One of the biggest drivers of claim rejections is poor research and product knowledge. Consumers regularly purchase covers that don’t apply to their circumstances or only payout on conditions that they don’t meet.
“Brokers are very good at evaluating an individual’s specific circumstances, matching cover to their real risks, and minimising the chances of claims rejection,” explains Lombard.
Obey the rules
If cover requires the policyholder to be sober when driving, drive within the lawful speed limits, have a burglar alarm or appointed security response company, have fire hydrants or a lightning conductor as a precondition, make sure you understand these conditions and then don’t ignore the rules.
Policyholders regularly only discover the detail of their policy when their claims are rejected.
“Don’t waste precious cash paying for cover that you won’t get because you either didn’t understand the conditions or ignored them,” cautions Lombard.
Don’t claim for everything all the time
Insurers look at both the cost and the frequency of claims.
If you have not claimed for a number of years, you will attract a lower premium. Insurance is there to help consumers manage the sudden and unforeseen crises that can cripple them financially.
Regular and high-value claims will result in an increased premium and will, over the long term, cost more than covering the occasional small incidental damages or losses yourself.
Maintenance is king
A lot of claims are rejected when customers have not adequately maintained their properties or vehicles.
“Insurance is not a maintenance plan,” says Lombard.
Consumers should maintain their property at all times, to prevent claims from being rejected as a result of wear and tear or poor maintenance.
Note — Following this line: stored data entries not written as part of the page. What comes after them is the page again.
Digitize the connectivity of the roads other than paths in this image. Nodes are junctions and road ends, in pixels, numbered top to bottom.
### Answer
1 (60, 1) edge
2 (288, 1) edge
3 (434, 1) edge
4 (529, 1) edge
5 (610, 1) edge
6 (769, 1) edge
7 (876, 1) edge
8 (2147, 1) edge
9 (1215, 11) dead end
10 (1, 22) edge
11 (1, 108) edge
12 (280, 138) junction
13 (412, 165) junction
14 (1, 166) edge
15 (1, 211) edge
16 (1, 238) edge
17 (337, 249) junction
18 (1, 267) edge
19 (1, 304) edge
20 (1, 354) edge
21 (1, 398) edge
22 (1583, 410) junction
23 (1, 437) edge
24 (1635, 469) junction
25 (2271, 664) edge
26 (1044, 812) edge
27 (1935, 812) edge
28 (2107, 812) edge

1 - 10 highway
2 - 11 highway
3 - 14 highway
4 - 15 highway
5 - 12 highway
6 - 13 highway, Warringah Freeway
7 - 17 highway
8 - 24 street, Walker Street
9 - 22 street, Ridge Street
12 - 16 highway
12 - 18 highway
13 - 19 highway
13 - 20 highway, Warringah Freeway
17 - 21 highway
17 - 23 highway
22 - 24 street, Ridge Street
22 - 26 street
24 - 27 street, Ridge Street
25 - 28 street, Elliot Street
It is always a contractual requirement for a consumer to apply a duty of care in managing their insured risks.
Restructure your insurance cover when cash is tight
Taking on a higher voluntary excess can reduce monthly premiums in tough times.
Reducing cover to third party and theft only, can substantially reduce the premium of comprehensive packages whilst still enjoying substantial cover.
Update your insurance cover at least once a year
As the content and value of your possessions change, as things break, get lost or are replaced, be sure that the detail and the value of your household contents are correctly indicated on your inventory sheet and covered accordingly on your policy. Consumers who do not update their contents and its values regularly, often pay unnecessary premiums, either on possessions they do not have or at inflated valuations.
The golden rule
Never cancel any covers where you have financing in place.
It is essential to maintain cover on homes and vehicles that are still being paid off. Consumers should never get into a position where they are stuck paying off a destroyed home or stolen vehicle, even though they have neither.
Personal risk management is about constantly updating and tweaking your insurance portfolio to meet your evolving life, risks and personal income circumstances. There are many tools, systems and people out there to assist consumers to manage this process and to learn.
Namibia has a “highly-competitive insurance industry equipped to guide consumers to the cover that they need at a price they can afford,” says Lombard. Consumers should call on these resources to reduce their insurance spend or up their cover in tough times rather than “exposing themselves to adverse risk events and potentially even more expenses when they can least afford it,” he concludes.